▶ _Work required_
Could you give the records below again exactly as they stand?
Dataset extract: Begin
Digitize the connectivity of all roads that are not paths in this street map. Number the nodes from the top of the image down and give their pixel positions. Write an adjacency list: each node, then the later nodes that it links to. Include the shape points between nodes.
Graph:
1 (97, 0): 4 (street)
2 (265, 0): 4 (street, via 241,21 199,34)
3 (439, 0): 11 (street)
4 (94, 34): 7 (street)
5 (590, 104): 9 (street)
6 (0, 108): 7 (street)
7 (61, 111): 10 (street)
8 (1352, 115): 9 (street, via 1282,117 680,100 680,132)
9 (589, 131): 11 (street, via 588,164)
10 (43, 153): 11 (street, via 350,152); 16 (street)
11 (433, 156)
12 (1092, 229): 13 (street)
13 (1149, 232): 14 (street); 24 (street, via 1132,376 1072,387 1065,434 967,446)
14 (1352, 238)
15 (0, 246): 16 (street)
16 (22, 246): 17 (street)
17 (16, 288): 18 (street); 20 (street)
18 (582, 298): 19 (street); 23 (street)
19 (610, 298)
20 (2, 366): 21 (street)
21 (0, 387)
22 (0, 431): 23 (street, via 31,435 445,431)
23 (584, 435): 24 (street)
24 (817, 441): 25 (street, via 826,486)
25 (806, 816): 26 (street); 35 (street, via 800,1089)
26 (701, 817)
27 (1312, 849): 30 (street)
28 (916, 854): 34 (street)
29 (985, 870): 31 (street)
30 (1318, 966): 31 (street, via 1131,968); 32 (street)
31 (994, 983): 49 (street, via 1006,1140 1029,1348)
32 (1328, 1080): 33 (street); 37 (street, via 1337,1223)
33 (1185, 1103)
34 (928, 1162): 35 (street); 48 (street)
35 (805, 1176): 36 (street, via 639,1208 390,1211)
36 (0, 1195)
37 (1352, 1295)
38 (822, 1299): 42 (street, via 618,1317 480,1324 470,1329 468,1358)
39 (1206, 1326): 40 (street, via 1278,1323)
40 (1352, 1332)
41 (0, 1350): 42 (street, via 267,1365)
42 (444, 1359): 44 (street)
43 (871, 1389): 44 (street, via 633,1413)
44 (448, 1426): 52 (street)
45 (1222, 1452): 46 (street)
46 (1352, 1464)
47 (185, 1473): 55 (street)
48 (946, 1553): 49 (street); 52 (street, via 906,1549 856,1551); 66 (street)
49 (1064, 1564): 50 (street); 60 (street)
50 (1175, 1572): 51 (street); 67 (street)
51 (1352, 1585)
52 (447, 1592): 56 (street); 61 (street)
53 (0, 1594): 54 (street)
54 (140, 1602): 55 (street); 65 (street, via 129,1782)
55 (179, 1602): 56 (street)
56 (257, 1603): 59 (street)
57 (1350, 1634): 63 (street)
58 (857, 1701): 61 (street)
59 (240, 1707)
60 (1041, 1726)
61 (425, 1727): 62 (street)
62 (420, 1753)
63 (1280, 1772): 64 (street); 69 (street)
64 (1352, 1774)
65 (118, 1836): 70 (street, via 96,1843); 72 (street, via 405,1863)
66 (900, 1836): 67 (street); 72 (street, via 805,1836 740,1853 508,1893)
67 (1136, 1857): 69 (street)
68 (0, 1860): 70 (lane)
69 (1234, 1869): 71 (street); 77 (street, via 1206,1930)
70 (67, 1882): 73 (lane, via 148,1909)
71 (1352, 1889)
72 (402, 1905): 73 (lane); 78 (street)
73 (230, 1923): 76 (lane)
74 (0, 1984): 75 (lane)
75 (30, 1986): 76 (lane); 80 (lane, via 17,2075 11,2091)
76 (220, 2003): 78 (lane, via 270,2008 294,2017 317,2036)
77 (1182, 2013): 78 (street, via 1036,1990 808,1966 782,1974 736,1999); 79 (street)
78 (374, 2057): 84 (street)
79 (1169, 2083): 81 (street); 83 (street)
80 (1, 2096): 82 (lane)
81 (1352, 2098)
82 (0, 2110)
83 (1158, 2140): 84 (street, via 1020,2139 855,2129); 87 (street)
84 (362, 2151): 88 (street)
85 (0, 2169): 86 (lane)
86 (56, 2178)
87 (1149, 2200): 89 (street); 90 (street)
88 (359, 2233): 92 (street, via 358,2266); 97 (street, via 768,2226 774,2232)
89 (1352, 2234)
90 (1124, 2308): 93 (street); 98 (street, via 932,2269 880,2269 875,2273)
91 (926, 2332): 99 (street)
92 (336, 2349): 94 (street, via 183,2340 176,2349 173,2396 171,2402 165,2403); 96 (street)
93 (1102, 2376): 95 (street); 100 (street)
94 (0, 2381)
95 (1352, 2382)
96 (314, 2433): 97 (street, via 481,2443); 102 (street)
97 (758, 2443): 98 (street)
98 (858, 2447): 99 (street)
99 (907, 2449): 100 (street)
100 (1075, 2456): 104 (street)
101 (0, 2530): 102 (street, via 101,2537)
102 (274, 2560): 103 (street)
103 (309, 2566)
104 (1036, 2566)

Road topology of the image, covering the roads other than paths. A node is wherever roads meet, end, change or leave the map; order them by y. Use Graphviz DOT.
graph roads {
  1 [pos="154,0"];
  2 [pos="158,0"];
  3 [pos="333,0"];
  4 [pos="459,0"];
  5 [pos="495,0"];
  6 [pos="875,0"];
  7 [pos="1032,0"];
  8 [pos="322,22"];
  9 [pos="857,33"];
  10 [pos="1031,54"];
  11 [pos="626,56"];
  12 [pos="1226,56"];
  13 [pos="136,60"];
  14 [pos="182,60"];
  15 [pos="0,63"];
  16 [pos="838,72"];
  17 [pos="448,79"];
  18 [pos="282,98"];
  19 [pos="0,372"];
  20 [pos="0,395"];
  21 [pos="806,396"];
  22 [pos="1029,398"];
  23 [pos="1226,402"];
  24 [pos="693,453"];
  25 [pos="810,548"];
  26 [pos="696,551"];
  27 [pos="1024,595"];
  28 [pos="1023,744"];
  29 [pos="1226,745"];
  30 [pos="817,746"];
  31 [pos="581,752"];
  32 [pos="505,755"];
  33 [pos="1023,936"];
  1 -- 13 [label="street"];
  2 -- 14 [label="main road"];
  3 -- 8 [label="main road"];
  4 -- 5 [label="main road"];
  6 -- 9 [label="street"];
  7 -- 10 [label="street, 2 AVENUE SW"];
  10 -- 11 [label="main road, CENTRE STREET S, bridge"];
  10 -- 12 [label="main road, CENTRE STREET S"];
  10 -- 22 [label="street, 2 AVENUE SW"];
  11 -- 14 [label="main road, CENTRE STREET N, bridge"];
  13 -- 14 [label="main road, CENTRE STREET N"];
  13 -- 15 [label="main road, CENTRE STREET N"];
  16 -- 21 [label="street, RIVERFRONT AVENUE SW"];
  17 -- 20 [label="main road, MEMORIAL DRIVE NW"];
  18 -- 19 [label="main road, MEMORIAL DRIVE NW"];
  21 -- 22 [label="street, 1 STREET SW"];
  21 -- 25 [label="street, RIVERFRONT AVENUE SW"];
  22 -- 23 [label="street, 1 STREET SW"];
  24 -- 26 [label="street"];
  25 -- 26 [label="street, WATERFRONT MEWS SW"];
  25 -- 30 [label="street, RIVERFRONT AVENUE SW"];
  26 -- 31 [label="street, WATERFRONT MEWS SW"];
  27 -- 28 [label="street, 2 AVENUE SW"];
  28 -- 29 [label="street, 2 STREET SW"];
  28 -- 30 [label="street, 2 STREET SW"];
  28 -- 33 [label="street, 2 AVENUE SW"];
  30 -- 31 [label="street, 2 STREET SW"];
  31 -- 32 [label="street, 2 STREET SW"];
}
Dataset extract: End
▶ _Expected output_
Digitize the connectivity of all roads that are not paths in this street map. Number the nodes from the top of the image down and give their pixel positions. Write an adjacency list: each node, then the later nodes that it links to. Include the shape points between nodes.
Graph:
1 (97, 0): 4 (street)
2 (265, 0): 4 (street, via 241,21 199,34)
3 (439, 0): 11 (street)
4 (94, 34): 7 (street)
5 (590, 104): 9 (street)
6 (0, 108): 7 (street)
7 (61, 111): 10 (street)
8 (1352, 115): 9 (street, via 1282,117 680,100 680,132)
9 (589, 131): 11 (street, via 588,164)
10 (43, 153): 11 (street, via 350,152); 16 (street)
11 (433, 156)
12 (1092, 229): 13 (street)
13 (1149, 232): 14 (street); 24 (street, via 1132,376 1072,387 1065,434 967,446)
14 (1352, 238)
15 (0, 246): 16 (street)
16 (22, 246): 17 (street)
17 (16, 288): 18 (street); 20 (street)
18 (582, 298): 19 (street); 23 (street)
19 (610, 298)
20 (2, 366): 21 (street)
21 (0, 387)
22 (0, 431): 23 (street, via 31,435 445,431)
23 (584, 435): 24 (street)
24 (817, 441): 25 (street, via 826,486)
25 (806, 816): 26 (street); 35 (street, via 800,1089)
26 (701, 817)
27 (1312, 849): 30 (street)
28 (916, 854): 34 (street)
29 (985, 870): 31 (street)
30 (1318, 966): 31 (street, via 1131,968); 32 (street)
31 (994, 983): 49 (street, via 1006,1140 1029,1348)
32 (1328, 1080): 33 (street); 37 (street, via 1337,1223)
33 (1185, 1103)
34 (928, 1162): 35 (street); 48 (street)
35 (805, 1176): 36 (street, via 639,1208 390,1211)
36 (0, 1195)
37 (1352, 1295)
38 (822, 1299): 42 (street, via 618,1317 480,1324 470,1329 468,1358)
39 (1206, 1326): 40 (street, via 1278,1323)
40 (1352, 1332)
41 (0, 1350): 42 (street, via 267,1365)
42 (444, 1359): 44 (street)
43 (871, 1389): 44 (street, via 633,1413)
44 (448, 1426): 52 (street)
45 (1222, 1452): 46 (street)
46 (1352, 1464)
47 (185, 1473): 55 (street)
48 (946, 1553): 49 (street); 52 (street, via 906,1549 856,1551); 66 (street)
49 (1064, 1564): 50 (street); 60 (street)
50 (1175, 1572): 51 (street); 67 (street)
51 (1352, 1585)
52 (447, 1592): 56 (street); 61 (street)
53 (0, 1594): 54 (street)
54 (140, 1602): 55 (street); 65 (street, via 129,1782)
55 (179, 1602): 56 (street)
56 (257, 1603): 59 (street)
57 (1350, 1634): 63 (street)
58 (857, 1701): 61 (street)
59 (240, 1707)
60 (1041, 1726)
61 (425, 1727): 62 (street)
62 (420, 1753)
63 (1280, 1772): 64 (street); 69 (street)
64 (1352, 1774)
65 (118, 1836): 70 (street, via 96,1843); 72 (street, via 405,1863)
66 (900, 1836): 67 (street); 72 (street, via 805,1836 740,1853 508,1893)
67 (1136, 1857): 69 (street)
68 (0, 1860): 70 (lane)
69 (1234, 1869): 71 (street); 77 (street, via 1206,1930)
70 (67, 1882): 73 (lane, via 148,1909)
71 (1352, 1889)
72 (402, 1905): 73 (lane); 78 (street)
73 (230, 1923): 76 (lane)
74 (0, 1984): 75 (lane)
75 (30, 1986): 76 (lane); 80 (lane, via 17,2075 11,2091)
76 (220, 2003): 78 (lane, via 270,2008 294,2017 317,2036)
77 (1182, 2013): 78 (street, via 1036,1990 808,1966 782,1974 736,1999); 79 (street)
78 (374, 2057): 84 (street)
79 (1169, 2083): 81 (street); 83 (street)
80 (1, 2096): 82 (lane)
81 (1352, 2098)
82 (0, 2110)
83 (1158, 2140): 84 (street, via 1020,2139 855,2129); 87 (street)
84 (362, 2151): 88 (street)
85 (0, 2169): 86 (lane)
86 (56, 2178)
87 (1149, 2200): 89 (street); 90 (street)
88 (359, 2233): 92 (street, via 358,2266); 97 (street, via 768,2226 774,2232)
89 (1352, 2234)
90 (1124, 2308): 93 (street); 98 (street, via 932,2269 880,2269 875,2273)
91 (926, 2332): 99 (street)
92 (336, 2349): 94 (street, via 183,2340 176,2349 173,2396 171,2402 165,2403); 96 (street)
93 (1102, 2376): 95 (street); 100 (street)
94 (0, 2381)
95 (1352, 2382)
96 (314, 2433): 97 (street, via 481,2443); 102 (street)
97 (758, 2443): 98 (street)
98 (858, 2447): 99 (street)
99 (907, 2449): 100 (street)
100 (1075, 2456): 104 (street)
101 (0, 2530): 102 (street, via 101,2537)
102 (274, 2560): 103 (street)
103 (309, 2566)
104 (1036, 2566)

Road topology of the image, covering the roads other than paths. A node is wherever roads meet, end, change or leave the map; order them by y. Use Graphviz DOT.
graph roads {
  1 [pos="154,0"];
  2 [pos="158,0"];
  3 [pos="333,0"];
  4 [pos="459,0"];
  5 [pos="495,0"];
  6 [pos="875,0"];
  7 [pos="1032,0"];
  8 [pos="322,22"];
  9 [pos="857,33"];
  10 [pos="1031,54"];
  11 [pos="626,56"];
  12 [pos="1226,56"];
  13 [pos="136,60"];
  14 [pos="182,60"];
  15 [pos="0,63"];
  16 [pos="838,72"];
  17 [pos="448,79"];
  18 [pos="282,98"];
  19 [pos="0,372"];
  20 [pos="0,395"];
  21 [pos="806,396"];
  22 [pos="1029,398"];
  23 [pos="1226,402"];
  24 [pos="693,453"];
  25 [pos="810,548"];
  26 [pos="696,551"];
  27 [pos="1024,595"];
  28 [pos="1023,744"];
  29 [pos="1226,745"];
  30 [pos="817,746"];
  31 [pos="581,752"];
  32 [pos="505,755"];
  33 [pos="1023,936"];
  1 -- 13 [label="street"];
  2 -- 14 [label="main road"];
  3 -- 8 [label="main road"];
  4 -- 5 [label="main road"];
  6 -- 9 [label="street"];
  7 -- 10 [label="street, 2 AVENUE SW"];
  10 -- 11 [label="main road, CENTRE STREET S, bridge"];
  10 -- 12 [label="main road, CENTRE STREET S"];
  10 -- 22 [label="street, 2 AVENUE SW"];
  11 -- 14 [label="main road, CENTRE STREET N, bridge"];
  13 -- 14 [label="main road, CENTRE STREET N"];
  13 -- 15 [label="main road, CENTRE STREET N"];
  16 -- 21 [label="street, RIVERFRONT AVENUE SW"];
  17 -- 20 [label="main road, MEMORIAL DRIVE NW"];
  18 -- 19 [label="main road, MEMORIAL DRIVE NW"];
  21 -- 22 [label="street, 1 STREET SW"];
  21 -- 25 [label="street, RIVERFRONT AVENUE SW"];
  22 -- 23 [label="street, 1 STREET SW"];
  24 -- 26 [label="street"];
  25 -- 26 [label="street, WATERFRONT MEWS SW"];
  25 -- 30 [label="street, RIVERFRONT AVENUE SW"];
  26 -- 31 [label="street, WATERFRONT MEWS SW"];
  27 -- 28 [label="street, 2 AVENUE SW"];
  28 -- 29 [label="street, 2 STREET SW"];
  28 -- 30 [label="street, 2 STREET SW"];
  28 -- 33 [label="street, 2 AVENUE SW"];
  30 -- 31 [label="street, 2 STREET SW"];
  31 -- 32 [label="street, 2 STREET SW"];
}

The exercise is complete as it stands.